:: What to produce ::
Give back, exactly as written, the lines from the first line of the data below through the line with "--surface:#fff; --page:#f2f2f2; --text:#202124;", and omit the pictures.

* * * * * * *

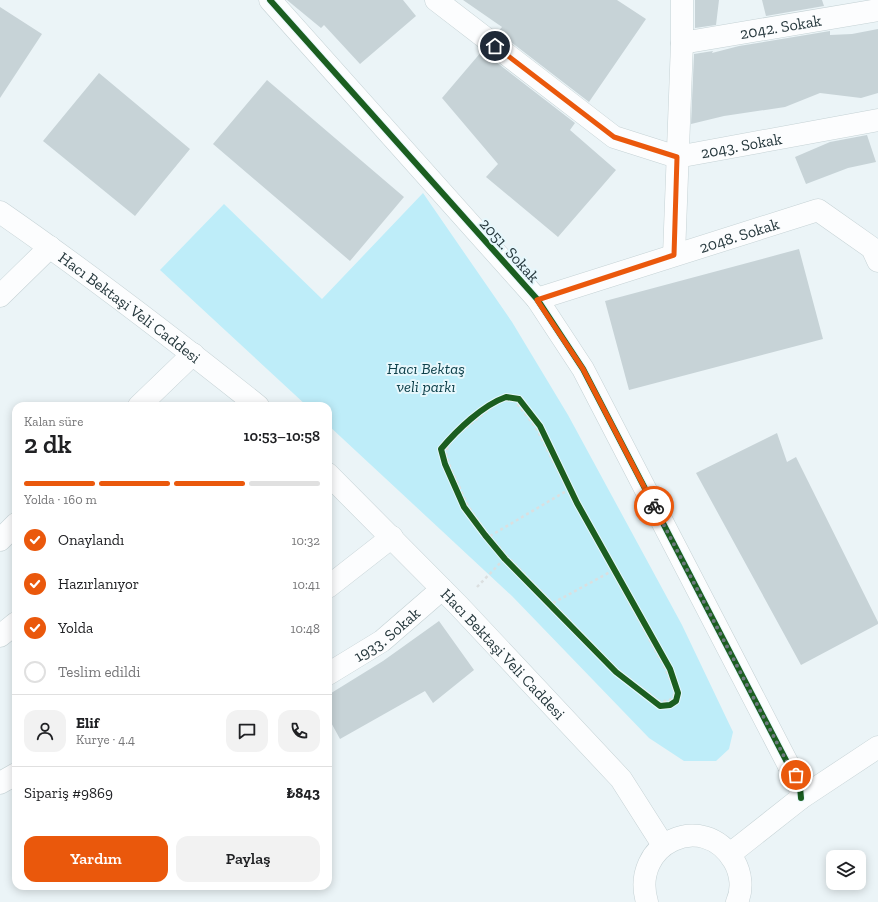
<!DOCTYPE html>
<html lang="tr">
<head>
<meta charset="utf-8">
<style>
	:root { --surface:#fff; --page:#f2f2f2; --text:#202124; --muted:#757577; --line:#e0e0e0; --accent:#ea580c }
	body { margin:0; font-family:"Zilla Slab",serif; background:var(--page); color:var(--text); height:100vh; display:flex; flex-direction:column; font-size:15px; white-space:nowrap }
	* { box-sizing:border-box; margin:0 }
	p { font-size:13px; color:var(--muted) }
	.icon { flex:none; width:22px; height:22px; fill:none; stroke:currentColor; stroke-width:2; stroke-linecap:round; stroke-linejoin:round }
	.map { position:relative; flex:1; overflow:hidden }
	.side { position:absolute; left:12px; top:402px; width:320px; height:488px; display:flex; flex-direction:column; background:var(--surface); border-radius:12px; box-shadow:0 2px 10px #0003 }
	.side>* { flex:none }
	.tools { position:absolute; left:826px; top:850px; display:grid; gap:8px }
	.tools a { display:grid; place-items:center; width:40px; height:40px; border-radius:8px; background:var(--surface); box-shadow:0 2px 10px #0003; font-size:20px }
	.pin { position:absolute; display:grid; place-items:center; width:34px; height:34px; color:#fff; margin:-17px; border:2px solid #fff; border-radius:50%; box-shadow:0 1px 4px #0007 }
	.courier { position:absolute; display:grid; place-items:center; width:40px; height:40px; margin:-20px; border:3px solid #ea580c; border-radius:50%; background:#fff; color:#222; box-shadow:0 1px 5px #0007 }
	.summary em { font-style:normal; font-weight:600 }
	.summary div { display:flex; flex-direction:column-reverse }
	.summary { display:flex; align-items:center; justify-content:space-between; height:68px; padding:0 12px }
	h1 { font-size:26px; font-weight:600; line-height:30px }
	.bar { display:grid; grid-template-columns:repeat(4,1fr); gap:6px 4px; align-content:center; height:48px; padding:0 12px }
	.bar i { height:5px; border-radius:3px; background:var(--line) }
	.bar .on { background:var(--accent) }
	.bar p { grid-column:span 4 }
	.line { display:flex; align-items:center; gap:10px; padding:0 12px; border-top:1px solid var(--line) }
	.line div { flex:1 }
	.round { display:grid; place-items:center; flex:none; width:42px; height:42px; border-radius:12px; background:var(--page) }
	ol { padding:0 12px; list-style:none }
	li { display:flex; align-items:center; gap:12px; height:44px }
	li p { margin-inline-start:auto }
	li .icon { padding:4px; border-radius:50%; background:var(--accent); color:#fff; stroke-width:4 }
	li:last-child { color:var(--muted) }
	li i { width:22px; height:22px; border:2px solid var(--line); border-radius:50% }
	.action { display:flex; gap:8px; margin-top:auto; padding:8px 12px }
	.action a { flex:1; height:46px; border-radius:12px; background:var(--accent); color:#fff; font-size:16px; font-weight:600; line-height:46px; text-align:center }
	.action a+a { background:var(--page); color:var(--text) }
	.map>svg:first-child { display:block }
</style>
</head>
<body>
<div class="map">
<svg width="878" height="902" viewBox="0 0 878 902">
	<rect width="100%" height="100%" fill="#ebf4f7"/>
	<path fill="#beedf9" d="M423 193 512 322 568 415 682 625 733 732 729 749 716 761H684L649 738 512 596 328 425V406H307L160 270 224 204 322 299Z"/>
	<path fill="#c7d3d7" d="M287 0H403L416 16 360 64 324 25 321 28Z
		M463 0H617L646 19 589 102 498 32 502 27Z
		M695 0H719L716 25 695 28Z
		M762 0H822L824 6 766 16Z
		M0 7 42 34 0 98Z
		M878 29V93L861 98 820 93 785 107 724 116 691 124 694 54 713 51 712 53 739 46 830 31V35L852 34Z
		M482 51 575 123 570 130 616 170 558 237 486 177 498 164 442 98Z
		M99 73 190 149 135 216 43 141Z
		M267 80 404 197 350 261 213 144Z
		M867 135 876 162 848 168 806 184 795 157 830 142Z
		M799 249 823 339 629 390 605 301Z
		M777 433 787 462 796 457 878 622V624L801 665 696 473Z
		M439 621 474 670 433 703 425 691 340 739 328 717V695L383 661Z"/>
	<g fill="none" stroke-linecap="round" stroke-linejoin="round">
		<g stroke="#c5d2d5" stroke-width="23">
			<g id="minor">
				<path d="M270 0 537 299 583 369 789 766"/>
				<path id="s1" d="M436 0 614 137 677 157 878 120"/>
				<path id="s2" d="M682 43 878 10"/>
				<path d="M674 255 682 43V0"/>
				<path d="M0 296 50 247"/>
				<path id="s3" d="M537 299 818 210 872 248 878 261"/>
				<path d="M139 406 193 354"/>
				<path d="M0 540 16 524"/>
				<path d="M328 587 392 537"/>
				<path d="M0 636 16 623"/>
				<path id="s4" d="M328 674 382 641 442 589"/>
				<path d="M0 783 16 774"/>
			</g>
		</g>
		<g stroke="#c5d2d5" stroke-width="23">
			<g id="tertiary">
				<path id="s5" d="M0 212C88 273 174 339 258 406"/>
				<path id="s6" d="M328 474 459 606 621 779 663 845"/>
				<path d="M789 766C797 776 801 785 801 798"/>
				<path d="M730 854 801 798 878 747"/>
				<path d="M647 902C630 844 703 809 734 861 741 873 743 889 737 902"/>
			</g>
		</g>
		<path stroke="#dbdfe0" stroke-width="2.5" stroke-dasharray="3 3" stroke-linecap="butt" d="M507 400 515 401 536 428 575 504 665 668 674 689V695L669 701H659L618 670 507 556 487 533 468 506 449 464 446 453 448 446 456 436 497 403Z
			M490 536 568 490
			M477 587 507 556
			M553 603 612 571"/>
		<use href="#minor" stroke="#fcfdfe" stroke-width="22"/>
		<use href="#tertiary" stroke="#fcfdfe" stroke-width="22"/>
		<g stroke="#e6f7fc" stroke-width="8">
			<path id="cycleway" d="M270 0 537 299 583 369 789 766C797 776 801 785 801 798
				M506 397 519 399 540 426 577 503 670 669 678 693 676 701 670 705 660 706 616 672 505 559 485 535 464 507 445 464 441 449C457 430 483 405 506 397Z"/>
		</g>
		<use href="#cycleway" stroke="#1b5e20" stroke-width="6"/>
	</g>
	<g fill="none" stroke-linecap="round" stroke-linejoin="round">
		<path stroke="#6b7a7e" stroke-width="4" stroke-dasharray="0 7.2" d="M654 506 789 766 796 775"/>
		<path stroke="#ea580c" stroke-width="5" d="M495 46 614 137 677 157 674 255 537 300 583 369 654 506"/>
	</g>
	<g text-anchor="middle" stroke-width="4" stroke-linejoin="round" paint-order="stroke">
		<g font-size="16" fill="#26383d" stroke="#e6f7fc">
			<text dy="6" stroke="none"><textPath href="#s2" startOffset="100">2042. Sokak</textPath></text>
			<text dy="6" stroke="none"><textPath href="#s1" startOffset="356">2043. Sokak</textPath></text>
			<text dy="6" stroke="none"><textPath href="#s3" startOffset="212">2048. Sokak</textPath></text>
			<text transform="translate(510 250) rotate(48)" y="6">2051. Sokak</text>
			<text dy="6" stroke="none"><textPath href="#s5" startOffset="161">Hacı Bektaşi Veli Caddesi</textPath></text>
			<text dy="6" stroke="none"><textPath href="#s4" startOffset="71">1933. Sokak</textPath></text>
			<text dy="6" stroke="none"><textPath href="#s6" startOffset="251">Hacı Bektaşi Veli Caddesi</textPath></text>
		</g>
		<g font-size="16" font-style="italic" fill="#0f414b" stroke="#e6f7fc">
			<text x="426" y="374">Hacı Bektaş<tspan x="426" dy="18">veli parkı</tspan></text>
		</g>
	</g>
</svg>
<div class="tools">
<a><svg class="icon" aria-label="layers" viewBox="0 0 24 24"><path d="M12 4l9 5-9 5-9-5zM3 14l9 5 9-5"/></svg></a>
</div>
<div class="pin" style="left:796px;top:775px;background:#ea580c"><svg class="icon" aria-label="bag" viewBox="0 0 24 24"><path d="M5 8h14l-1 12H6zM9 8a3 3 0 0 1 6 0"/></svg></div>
<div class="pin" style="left:495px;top:46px;background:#1f2937"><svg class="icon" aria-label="home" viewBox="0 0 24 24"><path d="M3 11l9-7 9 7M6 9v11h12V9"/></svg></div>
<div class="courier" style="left:654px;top:506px"><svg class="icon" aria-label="bike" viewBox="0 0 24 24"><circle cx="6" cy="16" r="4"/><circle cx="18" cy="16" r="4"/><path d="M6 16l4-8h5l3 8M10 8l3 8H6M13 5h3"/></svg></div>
<section class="side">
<div class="summary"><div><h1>2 dk</h1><p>Kalan süre</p></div><em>10:53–10:58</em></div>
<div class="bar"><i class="on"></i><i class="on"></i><i class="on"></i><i></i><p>Yolda · 160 m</p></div>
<ol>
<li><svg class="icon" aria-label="check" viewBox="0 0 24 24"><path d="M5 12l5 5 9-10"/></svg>Onaylandı<p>10:32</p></li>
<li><svg class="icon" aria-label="check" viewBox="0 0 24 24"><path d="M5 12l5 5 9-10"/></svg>Hazırlanıyor<p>10:41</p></li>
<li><svg class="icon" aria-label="check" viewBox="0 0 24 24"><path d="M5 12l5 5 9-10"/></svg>Yolda<p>10:48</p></li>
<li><i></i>Teslim edildi</li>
</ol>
<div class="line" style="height:72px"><a class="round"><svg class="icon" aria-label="person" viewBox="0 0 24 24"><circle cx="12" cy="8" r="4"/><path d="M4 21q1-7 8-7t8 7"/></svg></a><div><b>Elif</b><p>Kurye · 4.4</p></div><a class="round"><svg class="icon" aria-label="chat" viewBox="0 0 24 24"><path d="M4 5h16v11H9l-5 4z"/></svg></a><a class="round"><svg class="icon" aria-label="phone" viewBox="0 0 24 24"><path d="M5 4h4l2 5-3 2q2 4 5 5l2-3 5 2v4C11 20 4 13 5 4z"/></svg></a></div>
<div class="line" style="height:52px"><div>Sipariş #9869</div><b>₺843</b></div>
<div class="action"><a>Yardım</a><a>Paylaş</a></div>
</section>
</div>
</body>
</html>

* * * * * * *

:: Response ::
<!DOCTYPE html>
<html lang="tr">
<head>
<meta charset="utf-8">
<style>
	:root { --surface:#fff; --page:#f2f2f2; --text:#202124; --muted:#757577; --line:#e0e0e0; --accent:#ea580c }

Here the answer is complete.